My blog originally started out with our trials of trying to become a family, is now mainly just about our family completed and the day to day life of a mom. Even though we did not have to go through it all again for Reid, I still remember what it felt like to feel despair, wanting a baby soo bad- just wanting to see those 2 pink lines just once, and not thinking it would ever happen. I still have all of my injection supplies, packets, and instructions for both of our IUI cycles. I keep them in our cedar chest so I can someday bring it all out to show our kids how hard we fought for them- how much we wanted them. I haven't forgotten any of it. 

This was us- the day we had our final ultrasound before our first IUI cycle. August 09'  I had to get an injection in the new Bush Stadium at a Cardinal's game, in the women's bathroom at exactly 9pm, to make me ovulate 48 hrs from then. My ovaries were the size of golf balls then- if not bigger from the drugs I was on. We had no idea that the cycle we were all geared up for would fail, and leave me heartbroken. I still look back and treasure that weekend, it was special to me because it was the beginning of our journey to becoming Mom and Dad. 

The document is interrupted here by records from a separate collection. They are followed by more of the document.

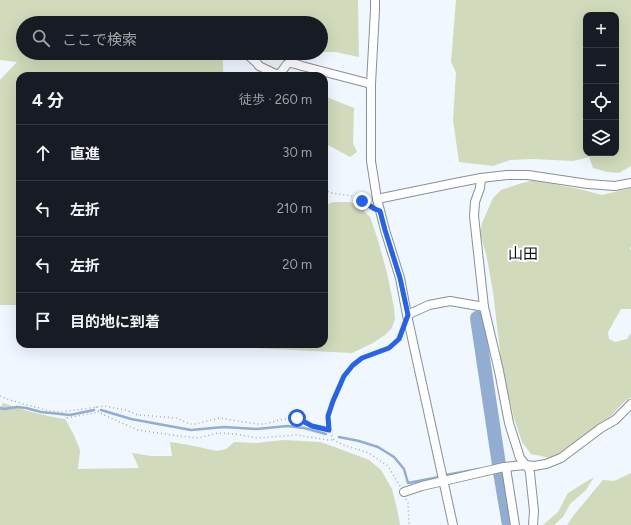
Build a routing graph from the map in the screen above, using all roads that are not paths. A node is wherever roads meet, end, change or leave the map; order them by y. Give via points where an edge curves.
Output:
1 (375, 0) edge
2 (254, 60) edge
3 (272, 72) edge
4 (281, 72) edge
5 (325, 72) edge
6 (328, 73) edge
7 (371, 84) junction
8 (481, 178) junction
9 (631, 183) edge
10 (380, 198) junction
11 (484, 307) junction
12 (408, 315) junction
13 (631, 404) edge
14 (525, 465) junction
15 (502, 468) junction
16 (444, 481) junction
17 (404, 492) road end
18 (453, 525) edge
19 (515, 525) edge
20 (533, 525) edge

1 - 7 street
2 - 3 street via 259,66
4 - 5 street via 287,64 293,63
6 - 7 street
7 - 10 street via 371,161
8 - 9 street via 528,175 588,184 614,186
8 - 10 street
8 - 11 street via 474,216
10 - 12 street via 380,211
11 - 12 street via 450,301 429,305
11 - 14 street via 509,423 520,458
12 - 16 street
13 - 14 street via 615,420 561,458 546,464
14 - 15 street
14 - 20 street via 530,473
15 - 16 street
15 - 19 street
16 - 17 street
16 - 18 street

My first round of drugs I was soo excited to get - it was like Christmas in a messed up sort of way when  the package showed up at my door step.
This was almost 3 years ago- Me & Hayleigh 
I know some people are just starting to go through all that we had endured a little over 3 years ago. They have no idea exactly what they are in for, what they will lose, and what they will gain. The experience is something I wouldn't ever trade for anything in the world. Most people who undergo infertility treatment say they would never wish it upon their worst enemies. Well... I would. Going through all of the ups and downs of it all, losing friends, gaining a few others that I would have never guessed I would has given me much to be thankful for. I am a better mom I believe from the experiences infertility has brought me. I am more patient, grateful person and a better wife now thanks to infertility. Our marriage was also made stronger because of infertility. We learned to be more supportive of each other- putting the other first. We both learned to be more understanding, and open as well. Because of the experiences infertility has brought us, our marriage has endured other life experiences along the way better than what it had I believe. So, to me infertility has ended up being a good thing..granted I'm the one sitting here with a happy ending while some are not as lucky. 

Because of our happy ending to infertility, I can now say, it was worth it all- everything we lost or gained, worth every bit of it. We came out with so much more than just becoming Mom & Dad. So if you are there, just starting to jump into the jungles of infertility treatments, I wish nothing but the best for you. Just remember to savor it all- the good with bad: the injections, countless ultrasounds, lab work, nausea, and heartache of a failed cycle.. Because no matter how bad it all was, those memories will soon become some of your most precious memories, all because they were the beginning of you becoming Mom & Dad.